BEGIN Provided records
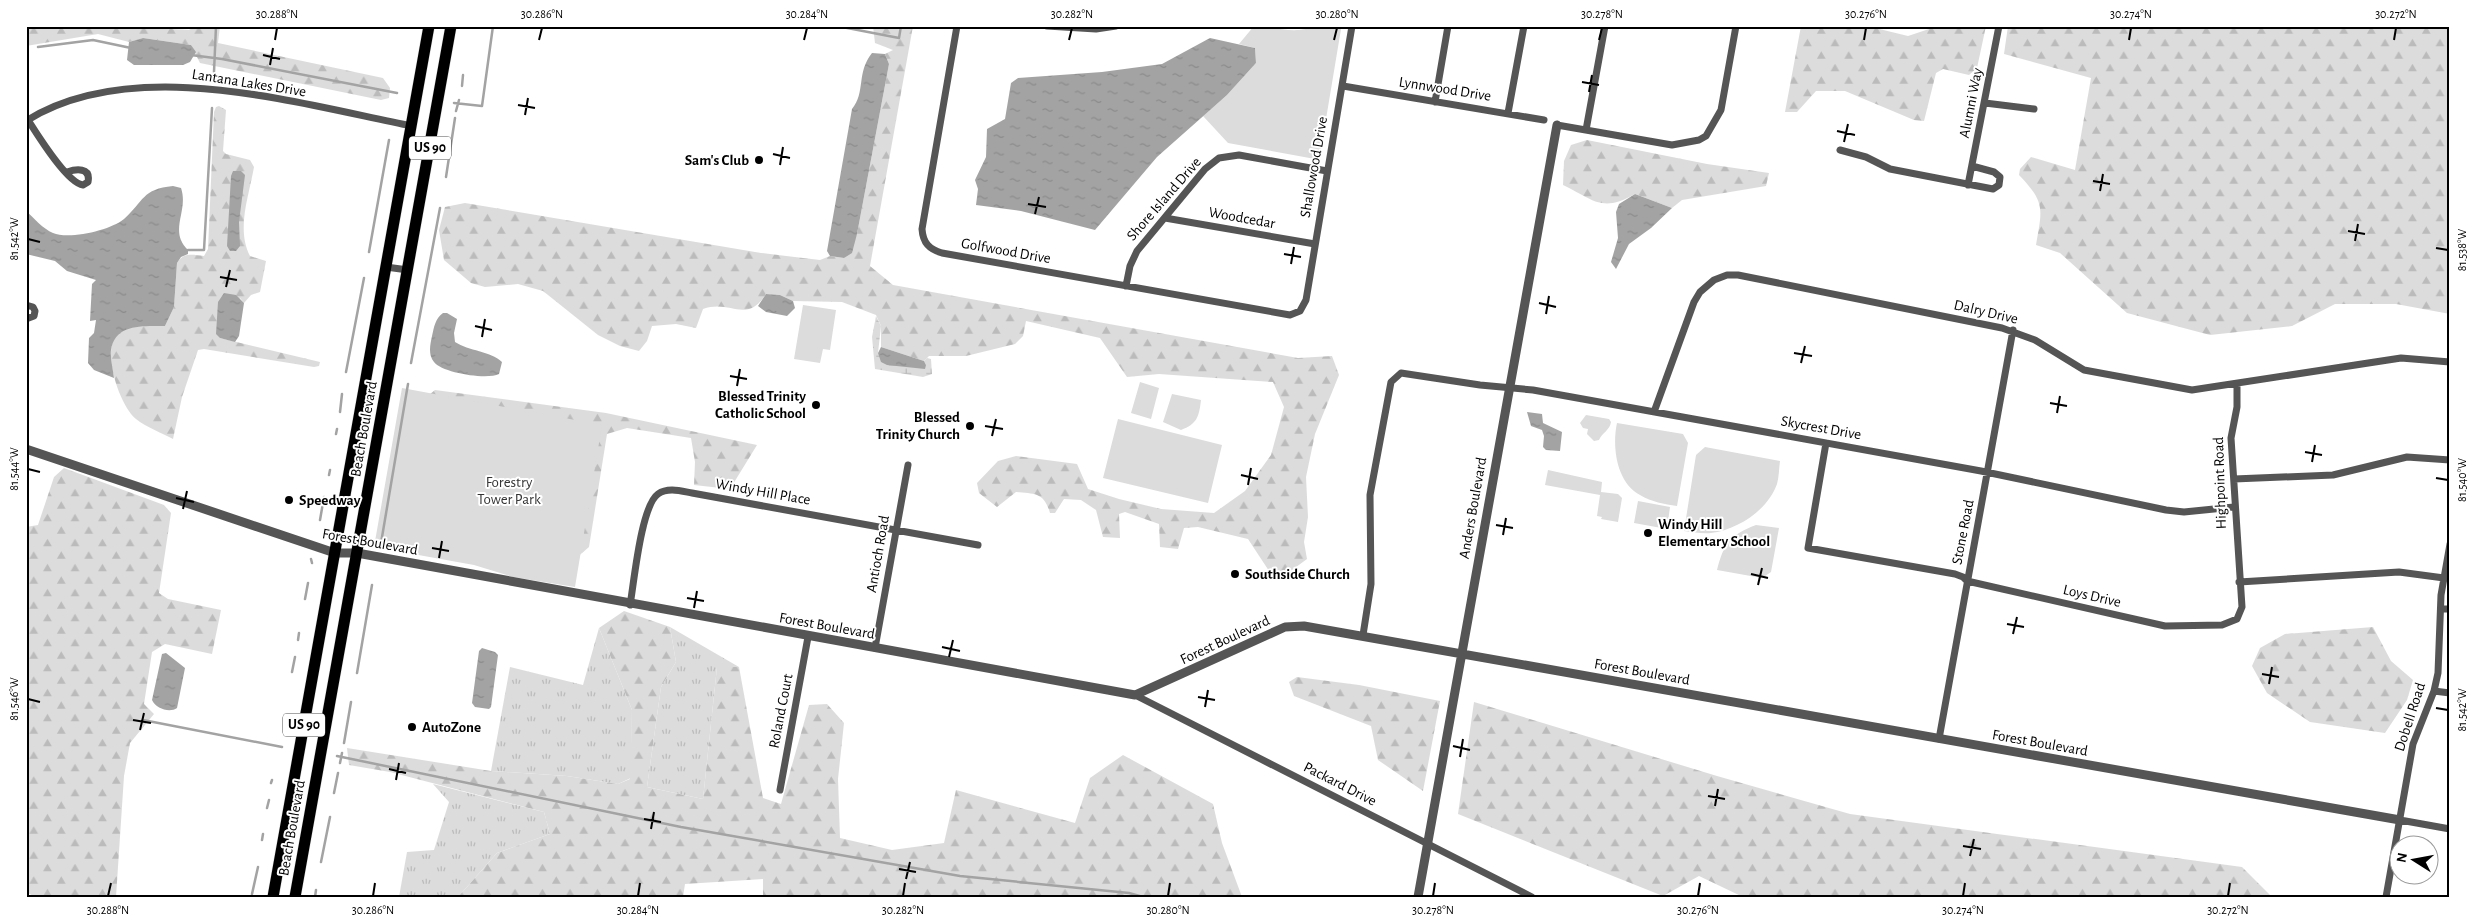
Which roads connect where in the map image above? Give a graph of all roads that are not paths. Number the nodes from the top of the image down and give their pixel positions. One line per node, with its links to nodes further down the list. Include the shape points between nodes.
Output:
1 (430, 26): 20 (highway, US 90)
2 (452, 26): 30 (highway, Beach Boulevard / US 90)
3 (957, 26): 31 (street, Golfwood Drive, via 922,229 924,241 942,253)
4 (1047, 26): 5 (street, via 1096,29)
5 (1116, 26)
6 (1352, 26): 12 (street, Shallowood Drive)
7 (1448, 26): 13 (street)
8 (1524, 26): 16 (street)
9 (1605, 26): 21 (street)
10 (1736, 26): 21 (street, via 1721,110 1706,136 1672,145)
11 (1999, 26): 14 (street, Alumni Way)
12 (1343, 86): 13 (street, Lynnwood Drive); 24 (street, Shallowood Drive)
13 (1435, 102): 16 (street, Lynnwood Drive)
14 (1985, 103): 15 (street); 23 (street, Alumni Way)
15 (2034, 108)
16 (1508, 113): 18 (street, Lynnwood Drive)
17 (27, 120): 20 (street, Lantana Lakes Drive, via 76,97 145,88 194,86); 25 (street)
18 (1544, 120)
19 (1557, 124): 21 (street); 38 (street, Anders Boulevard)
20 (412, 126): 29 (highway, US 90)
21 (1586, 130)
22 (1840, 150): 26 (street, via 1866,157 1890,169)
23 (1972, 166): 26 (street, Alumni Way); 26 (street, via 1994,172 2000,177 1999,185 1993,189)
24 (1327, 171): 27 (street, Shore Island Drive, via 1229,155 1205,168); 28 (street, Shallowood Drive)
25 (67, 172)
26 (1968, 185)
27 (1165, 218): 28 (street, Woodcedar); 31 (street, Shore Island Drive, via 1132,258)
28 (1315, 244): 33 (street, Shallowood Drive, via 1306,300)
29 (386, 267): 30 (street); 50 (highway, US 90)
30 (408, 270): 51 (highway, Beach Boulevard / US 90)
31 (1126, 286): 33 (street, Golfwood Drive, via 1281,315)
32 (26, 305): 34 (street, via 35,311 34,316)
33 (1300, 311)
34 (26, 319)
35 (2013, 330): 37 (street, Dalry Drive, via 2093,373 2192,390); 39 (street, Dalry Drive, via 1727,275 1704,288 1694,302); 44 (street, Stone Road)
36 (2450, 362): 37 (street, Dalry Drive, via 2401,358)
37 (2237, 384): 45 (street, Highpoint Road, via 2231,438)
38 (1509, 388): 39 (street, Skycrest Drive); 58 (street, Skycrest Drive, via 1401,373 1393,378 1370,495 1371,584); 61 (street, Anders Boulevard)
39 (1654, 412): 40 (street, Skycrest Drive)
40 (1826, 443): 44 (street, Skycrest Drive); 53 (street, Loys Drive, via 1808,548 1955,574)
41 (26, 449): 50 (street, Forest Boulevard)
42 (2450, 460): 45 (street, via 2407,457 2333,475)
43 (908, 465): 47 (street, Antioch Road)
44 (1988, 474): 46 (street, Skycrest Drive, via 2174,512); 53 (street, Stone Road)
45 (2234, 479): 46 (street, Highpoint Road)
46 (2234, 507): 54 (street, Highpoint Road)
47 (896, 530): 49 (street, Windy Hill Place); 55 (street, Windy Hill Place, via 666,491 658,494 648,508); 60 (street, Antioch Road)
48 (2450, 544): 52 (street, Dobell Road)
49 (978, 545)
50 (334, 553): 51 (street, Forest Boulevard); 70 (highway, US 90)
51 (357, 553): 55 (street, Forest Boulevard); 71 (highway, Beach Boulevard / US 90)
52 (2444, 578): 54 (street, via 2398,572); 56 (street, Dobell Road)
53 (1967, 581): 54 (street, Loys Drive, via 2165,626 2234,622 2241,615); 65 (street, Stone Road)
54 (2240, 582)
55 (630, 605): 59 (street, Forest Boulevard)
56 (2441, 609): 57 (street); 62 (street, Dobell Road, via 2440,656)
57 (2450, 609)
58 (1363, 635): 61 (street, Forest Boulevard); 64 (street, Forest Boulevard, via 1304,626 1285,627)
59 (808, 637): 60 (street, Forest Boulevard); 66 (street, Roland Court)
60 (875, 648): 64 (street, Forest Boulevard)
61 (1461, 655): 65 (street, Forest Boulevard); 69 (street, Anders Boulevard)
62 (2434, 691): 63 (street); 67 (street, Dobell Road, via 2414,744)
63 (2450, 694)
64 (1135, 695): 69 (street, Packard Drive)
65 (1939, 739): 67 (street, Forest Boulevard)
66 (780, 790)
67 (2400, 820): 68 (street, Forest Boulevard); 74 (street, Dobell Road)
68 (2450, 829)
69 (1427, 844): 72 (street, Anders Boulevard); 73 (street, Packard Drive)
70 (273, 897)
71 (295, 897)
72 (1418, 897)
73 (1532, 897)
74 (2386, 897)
END Provided records
BEGIN Provided records
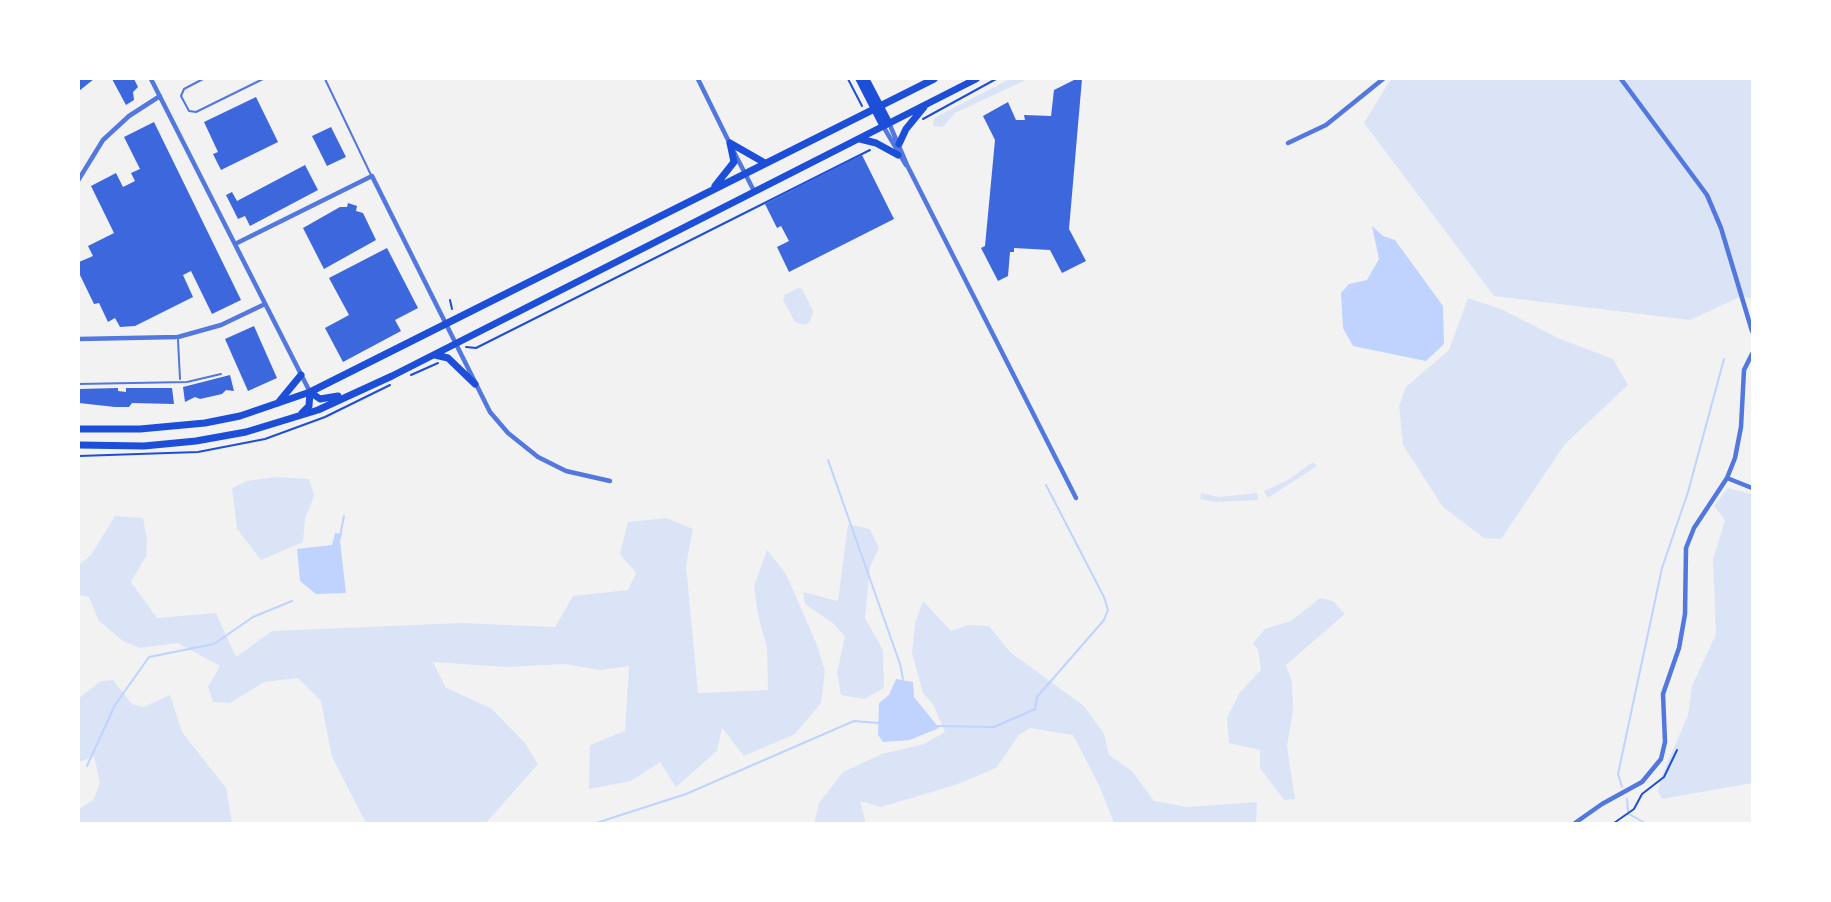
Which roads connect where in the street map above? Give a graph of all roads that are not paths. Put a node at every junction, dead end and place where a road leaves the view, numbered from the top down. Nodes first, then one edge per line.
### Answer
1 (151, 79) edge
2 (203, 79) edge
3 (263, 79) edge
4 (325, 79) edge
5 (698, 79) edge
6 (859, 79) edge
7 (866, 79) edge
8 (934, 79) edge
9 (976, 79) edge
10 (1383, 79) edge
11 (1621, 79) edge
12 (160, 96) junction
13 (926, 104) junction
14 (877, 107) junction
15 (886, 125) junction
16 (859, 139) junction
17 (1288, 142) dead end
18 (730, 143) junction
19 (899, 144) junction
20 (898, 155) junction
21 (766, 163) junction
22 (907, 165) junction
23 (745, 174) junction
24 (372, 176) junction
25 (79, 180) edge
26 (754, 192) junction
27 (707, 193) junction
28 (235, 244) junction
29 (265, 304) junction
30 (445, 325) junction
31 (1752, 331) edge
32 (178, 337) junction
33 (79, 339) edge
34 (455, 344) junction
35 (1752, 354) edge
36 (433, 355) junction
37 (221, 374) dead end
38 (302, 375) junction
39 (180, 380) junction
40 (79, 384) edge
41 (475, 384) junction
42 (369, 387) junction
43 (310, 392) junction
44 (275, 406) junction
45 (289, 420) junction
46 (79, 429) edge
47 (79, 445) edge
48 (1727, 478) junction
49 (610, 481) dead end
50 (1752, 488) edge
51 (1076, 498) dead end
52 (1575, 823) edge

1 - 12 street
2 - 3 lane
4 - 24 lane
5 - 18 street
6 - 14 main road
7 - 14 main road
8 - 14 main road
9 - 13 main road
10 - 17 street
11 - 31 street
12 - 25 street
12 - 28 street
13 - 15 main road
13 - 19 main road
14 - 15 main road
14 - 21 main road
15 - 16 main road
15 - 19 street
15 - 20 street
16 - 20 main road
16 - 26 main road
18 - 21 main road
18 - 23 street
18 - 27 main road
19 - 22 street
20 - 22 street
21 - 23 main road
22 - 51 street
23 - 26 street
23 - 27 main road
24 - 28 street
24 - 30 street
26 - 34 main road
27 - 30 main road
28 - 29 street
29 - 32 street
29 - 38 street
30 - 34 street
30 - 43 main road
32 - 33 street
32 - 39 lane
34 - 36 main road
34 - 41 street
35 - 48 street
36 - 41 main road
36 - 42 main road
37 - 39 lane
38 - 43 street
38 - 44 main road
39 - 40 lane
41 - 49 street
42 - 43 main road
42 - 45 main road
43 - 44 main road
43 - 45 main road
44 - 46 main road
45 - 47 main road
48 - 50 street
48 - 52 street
END Provided records
BEGIN Provided records
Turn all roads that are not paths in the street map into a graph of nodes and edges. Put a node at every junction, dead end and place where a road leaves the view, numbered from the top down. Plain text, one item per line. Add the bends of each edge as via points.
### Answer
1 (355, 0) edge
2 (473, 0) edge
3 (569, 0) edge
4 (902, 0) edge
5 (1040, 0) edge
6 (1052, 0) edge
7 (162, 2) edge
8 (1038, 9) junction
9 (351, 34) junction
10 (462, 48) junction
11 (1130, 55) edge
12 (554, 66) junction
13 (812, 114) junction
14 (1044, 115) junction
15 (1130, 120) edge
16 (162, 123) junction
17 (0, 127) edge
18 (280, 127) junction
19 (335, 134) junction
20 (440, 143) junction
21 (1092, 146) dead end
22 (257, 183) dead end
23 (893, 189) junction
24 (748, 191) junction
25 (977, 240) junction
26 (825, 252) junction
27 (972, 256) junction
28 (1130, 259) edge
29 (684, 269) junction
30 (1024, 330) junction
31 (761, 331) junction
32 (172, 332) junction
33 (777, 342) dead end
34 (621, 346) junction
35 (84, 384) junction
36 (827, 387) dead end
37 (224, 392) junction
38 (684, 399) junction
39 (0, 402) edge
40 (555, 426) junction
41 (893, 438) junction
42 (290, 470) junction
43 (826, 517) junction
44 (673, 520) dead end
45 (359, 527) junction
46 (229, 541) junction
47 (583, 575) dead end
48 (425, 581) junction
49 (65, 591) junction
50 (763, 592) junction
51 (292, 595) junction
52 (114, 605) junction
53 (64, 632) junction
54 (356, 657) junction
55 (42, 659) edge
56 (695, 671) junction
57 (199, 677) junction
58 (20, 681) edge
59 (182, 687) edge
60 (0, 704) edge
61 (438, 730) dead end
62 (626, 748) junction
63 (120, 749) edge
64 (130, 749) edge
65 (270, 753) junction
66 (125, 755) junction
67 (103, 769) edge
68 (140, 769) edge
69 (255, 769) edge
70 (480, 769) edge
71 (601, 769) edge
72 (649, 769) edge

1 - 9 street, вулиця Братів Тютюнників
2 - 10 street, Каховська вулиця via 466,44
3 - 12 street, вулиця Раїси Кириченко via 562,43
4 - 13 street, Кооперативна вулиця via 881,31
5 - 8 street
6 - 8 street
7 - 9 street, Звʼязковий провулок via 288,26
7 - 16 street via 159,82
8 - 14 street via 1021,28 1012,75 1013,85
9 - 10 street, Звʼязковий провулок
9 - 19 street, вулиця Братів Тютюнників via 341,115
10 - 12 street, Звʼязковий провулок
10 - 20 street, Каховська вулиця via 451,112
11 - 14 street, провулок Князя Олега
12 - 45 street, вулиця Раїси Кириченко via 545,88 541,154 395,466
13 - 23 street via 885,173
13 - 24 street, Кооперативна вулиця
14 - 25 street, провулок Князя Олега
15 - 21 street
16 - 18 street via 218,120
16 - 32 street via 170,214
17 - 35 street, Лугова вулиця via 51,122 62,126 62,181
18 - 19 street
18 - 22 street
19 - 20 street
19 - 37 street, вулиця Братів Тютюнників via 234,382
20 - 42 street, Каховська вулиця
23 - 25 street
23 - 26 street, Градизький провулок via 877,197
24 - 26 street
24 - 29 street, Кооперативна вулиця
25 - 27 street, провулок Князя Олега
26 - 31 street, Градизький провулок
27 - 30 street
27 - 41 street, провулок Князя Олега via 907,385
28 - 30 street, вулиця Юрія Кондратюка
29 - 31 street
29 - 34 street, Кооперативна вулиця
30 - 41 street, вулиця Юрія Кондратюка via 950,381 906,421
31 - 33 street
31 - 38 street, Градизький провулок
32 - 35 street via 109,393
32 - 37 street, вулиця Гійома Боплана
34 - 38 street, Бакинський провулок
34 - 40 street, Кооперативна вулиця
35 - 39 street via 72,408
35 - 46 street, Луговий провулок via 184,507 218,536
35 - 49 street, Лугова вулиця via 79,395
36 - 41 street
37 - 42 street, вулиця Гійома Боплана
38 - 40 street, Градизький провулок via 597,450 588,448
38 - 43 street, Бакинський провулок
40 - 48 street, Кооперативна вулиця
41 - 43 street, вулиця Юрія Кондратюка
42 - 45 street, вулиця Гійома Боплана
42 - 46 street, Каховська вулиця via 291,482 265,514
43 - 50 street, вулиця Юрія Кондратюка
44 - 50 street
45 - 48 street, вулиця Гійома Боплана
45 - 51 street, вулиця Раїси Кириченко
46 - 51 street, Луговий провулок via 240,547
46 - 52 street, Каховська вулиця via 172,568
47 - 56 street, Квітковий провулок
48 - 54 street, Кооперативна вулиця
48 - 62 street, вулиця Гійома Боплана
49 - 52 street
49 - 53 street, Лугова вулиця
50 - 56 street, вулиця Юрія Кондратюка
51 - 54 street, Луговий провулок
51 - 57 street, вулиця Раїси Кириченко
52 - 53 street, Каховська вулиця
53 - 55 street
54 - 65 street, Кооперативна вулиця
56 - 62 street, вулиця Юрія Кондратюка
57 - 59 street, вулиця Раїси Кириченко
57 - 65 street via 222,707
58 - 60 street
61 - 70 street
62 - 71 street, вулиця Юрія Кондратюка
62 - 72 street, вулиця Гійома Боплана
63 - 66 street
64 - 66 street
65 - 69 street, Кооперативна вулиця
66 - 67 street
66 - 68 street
END Provided records
§ **Assignment**:
Of all the lines above, count the ones that include the string "Градизький" and give the number alone.

§ **Answer below**:
4